— To do —
Repeat the following entries verbatim, apart from the pictures.

[[ Supplied information, beginning ]]

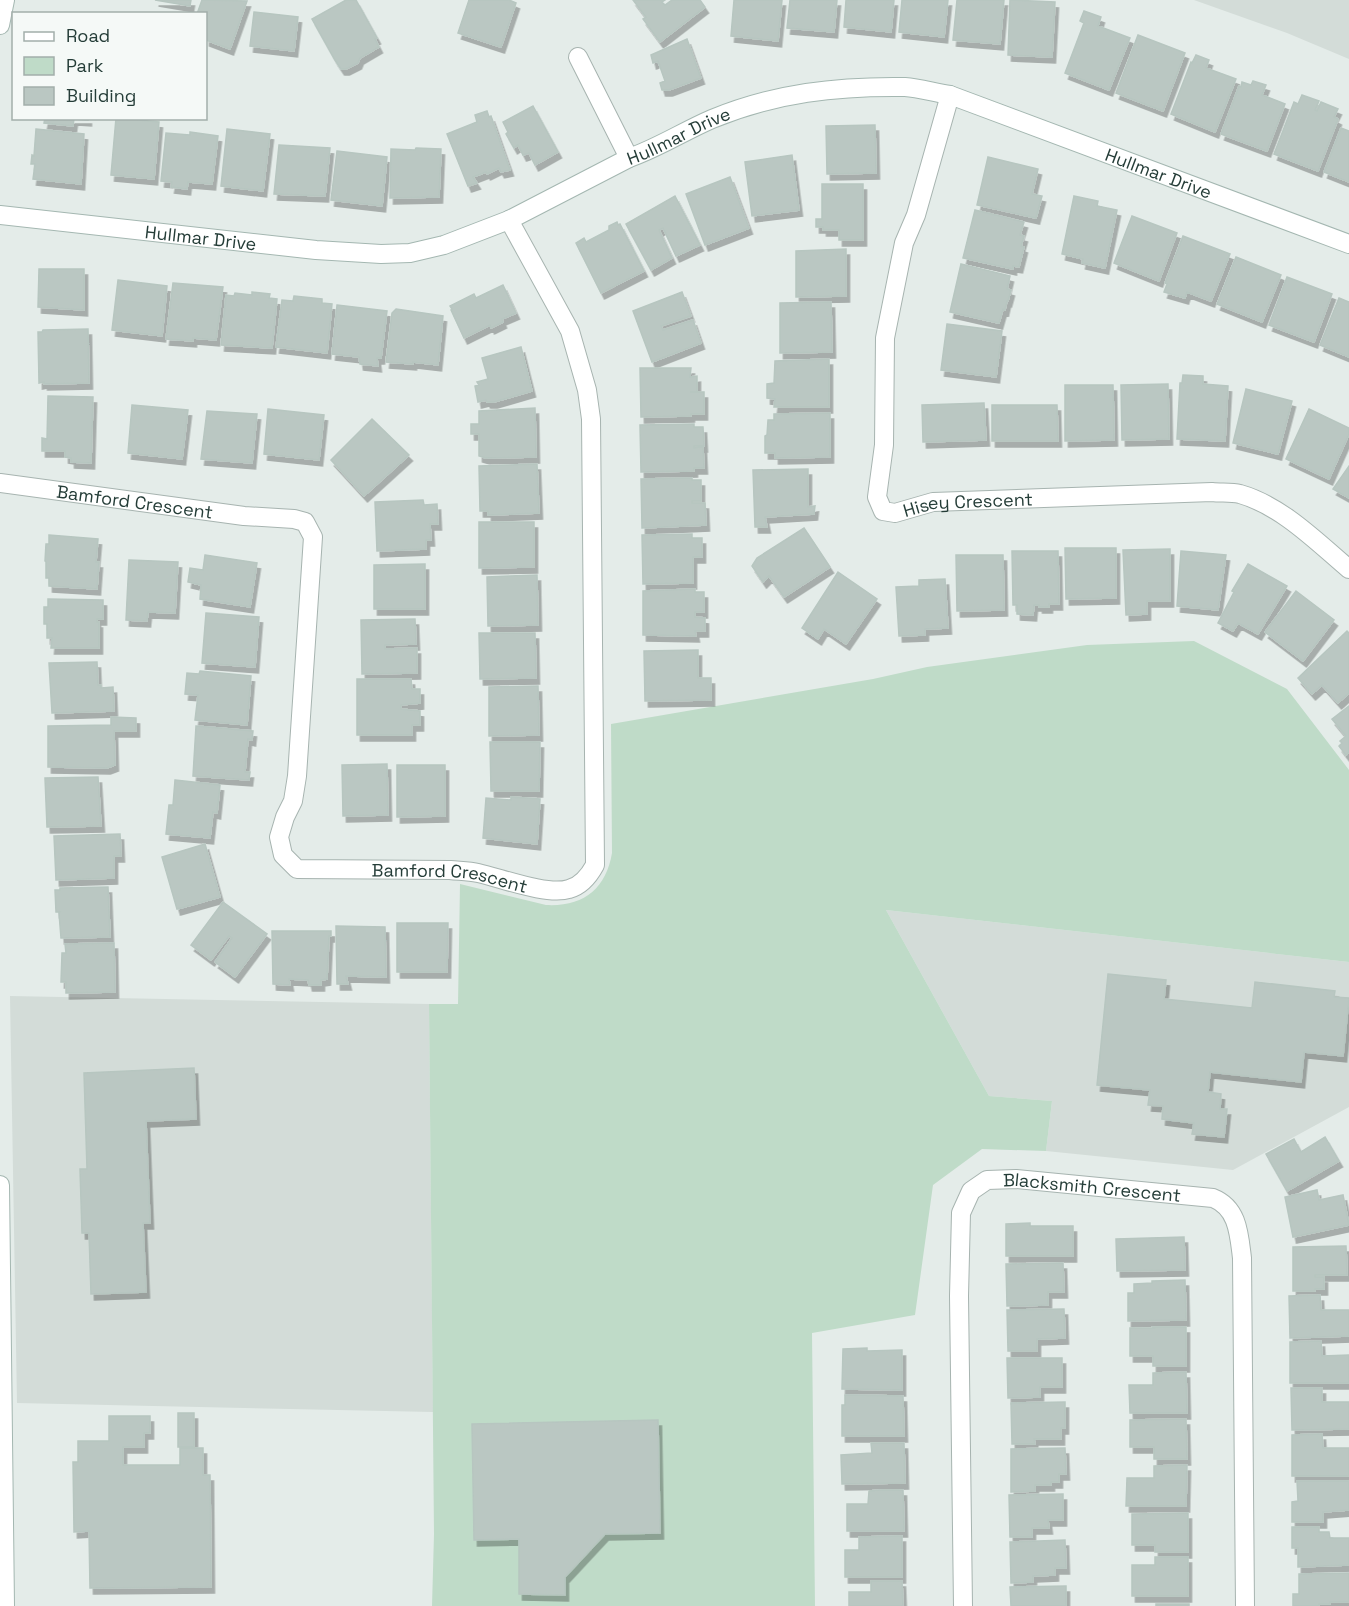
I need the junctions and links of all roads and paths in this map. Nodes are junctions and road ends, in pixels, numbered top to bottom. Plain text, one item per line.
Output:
1 (5, 0) edge
2 (0, 25) edge
3 (578, 57) dead end
4 (950, 95) junction
5 (629, 158) junction
6 (0, 215) edge
7 (509, 220) junction
8 (1349, 244) edge
9 (0, 483) edge
10 (1349, 569) edge
11 (0, 1185) edge
12 (5, 1606) edge
13 (963, 1606) edge
14 (1245, 1606) edge

1 - 2 street
3 - 5 street
4 - 5 street, Hullmar Drive
4 - 8 street, Hullmar Drive
4 - 10 street, Hisey Crescent
5 - 7 street, Hullmar Drive
6 - 7 street, Hullmar Drive
7 - 9 street, Bamford Crescent
11 - 12 street
13 - 14 street, Blacksmith Crescent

[[ Supplied information, end ]]

— Task output —
I need the junctions and links of all roads and paths in this map. Nodes are junctions and road ends, in pixels, numbered top to bottom. Plain text, one item per line.
Output:
1 (5, 0) edge
2 (0, 25) edge
3 (578, 57) dead end
4 (950, 95) junction
5 (629, 158) junction
6 (0, 215) edge
7 (509, 220) junction
8 (1349, 244) edge
9 (0, 483) edge
10 (1349, 569) edge
11 (0, 1185) edge
12 (5, 1606) edge
13 (963, 1606) edge
14 (1245, 1606) edge

1 - 2 street
3 - 5 street
4 - 5 street, Hullmar Drive
4 - 8 street, Hullmar Drive
4 - 10 street, Hisey Crescent
5 - 7 street, Hullmar Drive
6 - 7 street, Hullmar Drive
7 - 9 street, Bamford Crescent
11 - 12 street
13 - 14 street, Blacksmith Crescent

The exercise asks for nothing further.